Therefore, while we are concerned about local authorities and such schemes as they undertake, we are also concerned about the rate of interest charged to farmers when they feel obliged to call for a loan from the Public Works Loan Board. We invite the right hon. and gallant Gentleman to consider the question of interest to farmers when they seek a loan so as to be able to carry on their work. If the right hon. and gallant Gentleman will do that, at least the Members who sit on these benches will be very pleased, for we want to see agriculture succeed as much as the right hon. Gentleman himself does. We see no reason why we should oppose this Bill which, as he stated, is a hardy annual. We want to be sure, however, that the Chairman of the Public Works Loan Board has not been responsible for reducing the sum available from £20,000,000 to £18,000,000. We want to know that it is not Government policy that cutting down in every conceivable way shall be the order. If that is to be the case, we want to know what the Lord President of the Council meant the other day when he said that wise spending should really be the ideal, instead of false economy. We want to know whether it is possible for the Public Works Loan Board to reduce the rates of interest charged to local authorities so as to encourage house building, the draining of land, and such other schemes as can be taken in hand. We also want them to consider lightening the burden of the farmer who feels disposed to call upon the Board for a loan to help him to carry on with his work.

Sir ARTHUR MICHAEL SAMUEL

I should like to follow up two points which were raised by the hon. Member for Don Valley (Mr. T. Williams). The first was that in making advances to farmers, the Public Works Loan Board should persuade farmers who are borrowing to indulge in a co-operative system, and that the Board should make that a sine qua non when money is granted. I do not want to press the point too much, but the hon. Gentleman must remember that there is a wealthy and well-organised institution in this country—the Co-operative movement —with an immense amount of money behind it, which has a great deal of skill and knowledge, and has no Schedule U taxes to pay. For years they were farmers, but they have given up farming because they found that what the hon. Gentleman has advocated—co-operation in farming—is not profitable. There is, therefore, nothing in his point, because it has been tried and found wanting by people most competent to try it. Hon. Members opposite advocate the blessed word "co-operation," just as the words Abacadabra and Mesopotamia have been advocated, in other directions, as a method of solving the difficulties of agriculture, one of the most difficult and highly skilled of occupations.

11.30 a.m.

Then the hon. Gentleman said that it is necessary for local authorities to have their money at a lower rate of interest. As one who has been connected with municipal work for a good number of years, it does not seem to me that he has grasped how the money is obtained. The money is obtained by the smaller municipal authorities for whatever purpose may be authorised, from the National Debt Commissioners, and it is not within their power to let local authorities have the money at a lower rate of interest than that governed by Government credit. The rate of interest to local authorities is dependent upon the rate at which the Government can borrow it, plus administration expenses. If the National Debt Commissioners cannot borrow it cheaply, they cannot lend it cheaply. It would not be a bad thing if the hon. Gentleman's speech were reproduced and circulated not only among his own followers, but among some of ours. When hon. Members attack the National Debt or talk about a conversion without the permission of those who have lent the money, they are themselves preventing the borrowing of money by the Government at a cheap rate. Every time an attack is made on the National Debt, it frightens people and renders it more difficult for the Government to convert and more difficult for the National Debt Commissioners to raise local loans at a cheaper rate of interest so that they can lend money more cheaply. At the present moment the value of 3 per cent. Local Loans is 75; I have seen them down to about 50. The more the price of Local Loans rises, the cheaper the Commissioners can borrow money, and the cheaper they can lend it to public authorities. Every attack on holders of the National Debt injures credit. The whole crux of the matter is how cheaply the National Debt Commissioners can borrow; for if they can borrow cheaply, they can lend cheaply to the local authorities.

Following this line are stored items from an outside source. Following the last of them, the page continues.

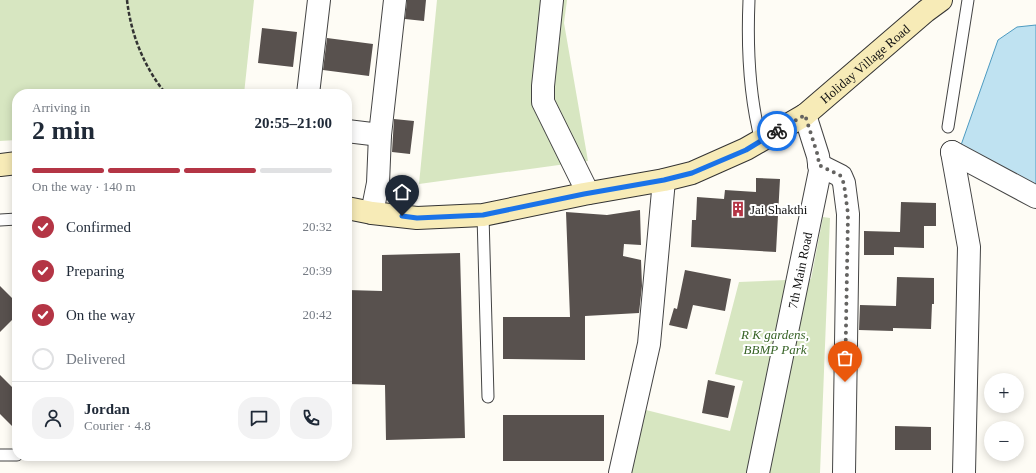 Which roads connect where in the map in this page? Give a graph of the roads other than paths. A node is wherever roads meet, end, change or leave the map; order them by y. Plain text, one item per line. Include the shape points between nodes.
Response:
1 (319, 0) edge
2 (395, 0) edge
3 (552, 0) edge
4 (749, 0) edge
5 (941, 0) edge
6 (968, 0) edge
7 (309, 89) edge
8 (805, 115) junction
9 (948, 127) dead end
10 (352, 131) edge
11 (380, 135) junction
12 (761, 141) junction
13 (12, 164) edge
14 (0, 165) edge
15 (819, 165) junction
16 (664, 180) junction
17 (588, 193) junction
18 (1036, 198) edge
19 (352, 209) edge
20 (372, 213) junction
21 (483, 215) junction
22 (12, 219) edge
23 (0, 220) edge
24 (488, 398) dead end
25 (0, 455) edge
26 (12, 455) edge
27 (620, 473) edge
28 (758, 473) edge
29 (844, 473) edge
30 (964, 473) edge

1 - 7 street
2 - 11 street
3 - 17 street via 543,102
4 - 12 lane via 748,31 754,115
5 - 8 street, Holiday Village Road
6 - 9 lane
8 - 12 street, Holiday Village Road
8 - 15 street, 7th Main Road
10 - 11 street
11 - 20 street via 378,182
12 - 16 street, Holiday Village Road via 692,173
13 - 14 street
15 - 28 street, 7th Main Road via 820,171
15 - 29 street via 841,176 848,214
16 - 17 street, Holiday Village Road
16 - 27 street via 649,344
17 - 21 street, Holiday Village Road
18 - 30 street via 952,152 969,247
19 - 20 street, Holiday Village Road
20 - 21 street, Holiday Village Road via 417,218
21 - 24 lane
22 - 23 lane
25 - 26 lane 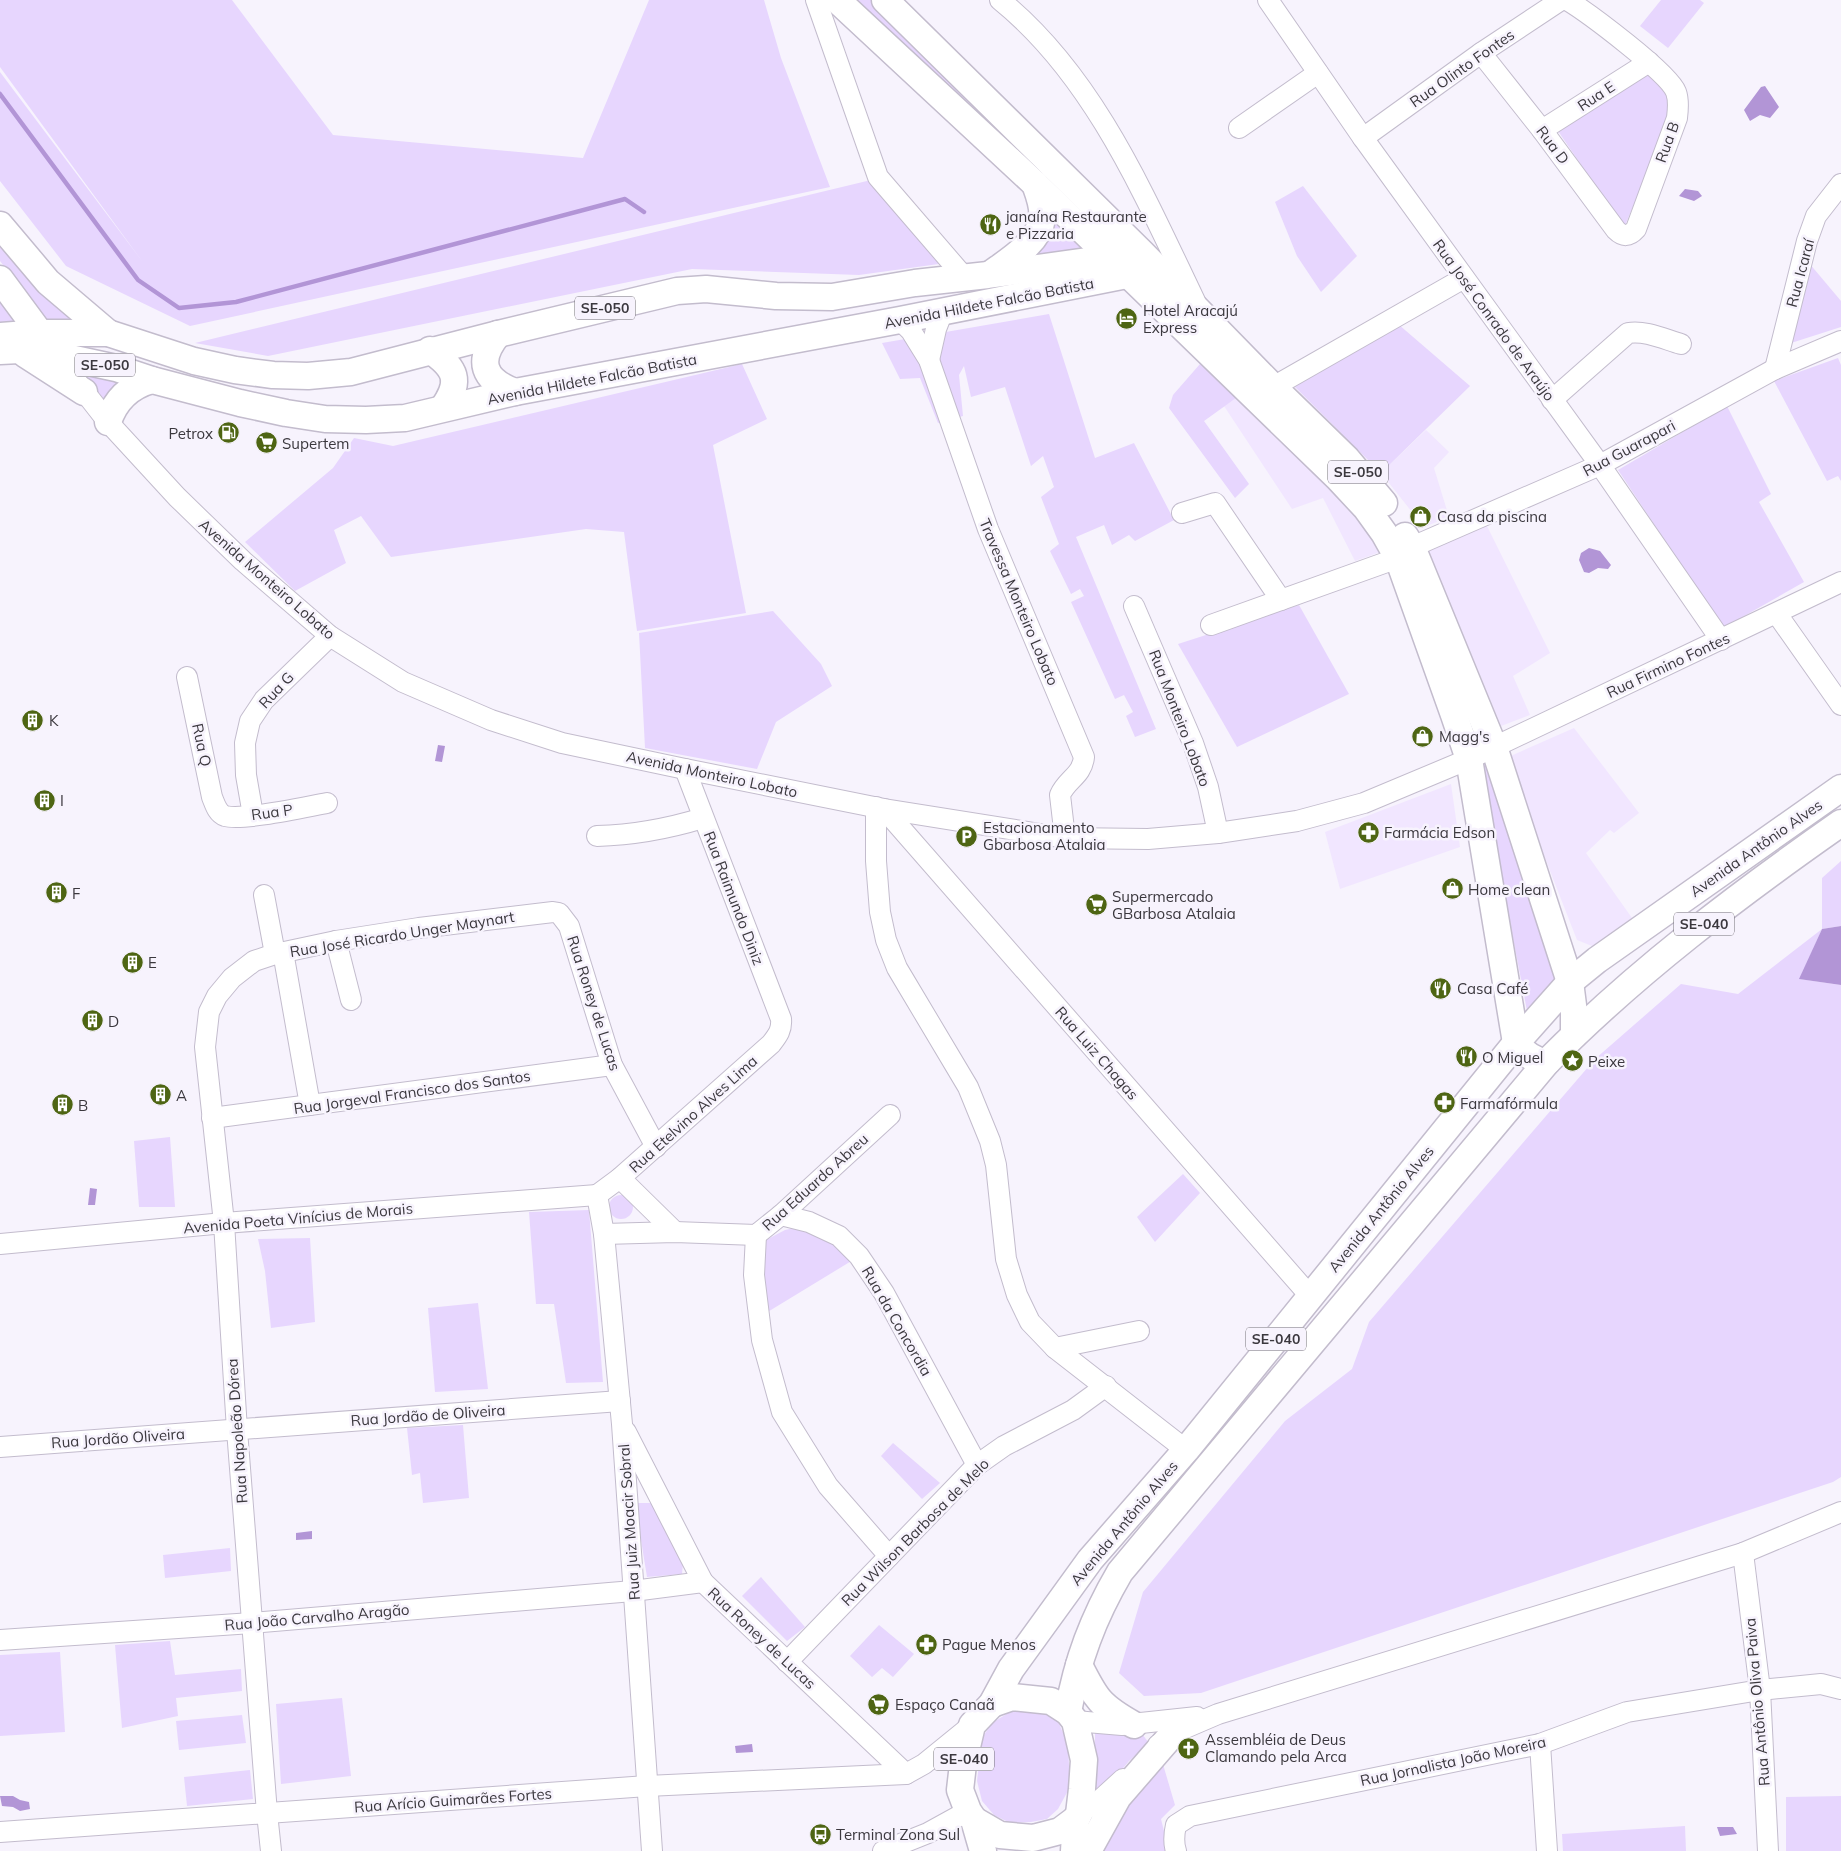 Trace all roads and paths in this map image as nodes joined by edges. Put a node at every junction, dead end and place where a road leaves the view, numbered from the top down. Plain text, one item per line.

This is not, as Labour Members know, a contentious Bill, although we had a Homeric struggle in one year when hon. Members opposite threw their colleague, Mr. Pethick-Lawrence, sprawling on the floor. As on one or two occasions I was responsible for these Bills, I would like to deal with a point raised opposite about the losses on the loans to farmers. My right hon. and gallant Friend said that there are losses in the best regulated families, but I maintain that a large amount of these losses ought to have been avoided. Will hon. Members look at page iii of the Financial Memorandum to the Bill under the heading "Loans by the Public Works Loan Commissioners under the Agricultural Credits Act, 1923"? I am aware that that Act has been discontinued as it has been found that it is not in the public interest to carry it on. Will the House bear with me while I explain why I feel apprehension about the way the money has been lost? These loans have been made in the last five or six years, and none are older than seven years. Take the first case, that of Mr. George Baber and Mrs. Elizabeth Aitkens. The property was valued in 1924 at £3,860. The loan was made for very much less, namely, £2,895. The loan was, therefore, £1,000 less than the valuation put upon it by the Inland Revenue authorities.

Mr. MACQUISTEN

They are valuers for probate.

Sir A. M. SAMUEL

I will deal with the point of the hon. Gentleman. I am astonished to see that no less than £2,000 of the loan was lost. Only £894 was repaid. Have the Inland Revenue been asleep? The hon. and learned Member for Argyllshire (Mr. Macquisten) said that the property was valued for probate. That is a different thing. Probate valuations are not valuations that are suitable for long-term conditions. When you value for probate you value property at what it will fetch in the market at the moment and as high as you can. In valuing agricultural land for a loan and not for taxation one must adopt the long view, and take into consideration all the possibilities of a rise or fall in values over a long period, because the money is not likely to be paid back in two or three or even 10 years. It appears to me that valuers for probate are not suitable to make these valuations. What the probate valuers have to consider is the selling value of to-day. But as the value for a loan may be wholly different five or 10 years hence we find that we are, as here, landed with a loss of £2,000 on a property which was seven years ago valued at £3,860. We made a loan of £2,895, and all we have got back is £894.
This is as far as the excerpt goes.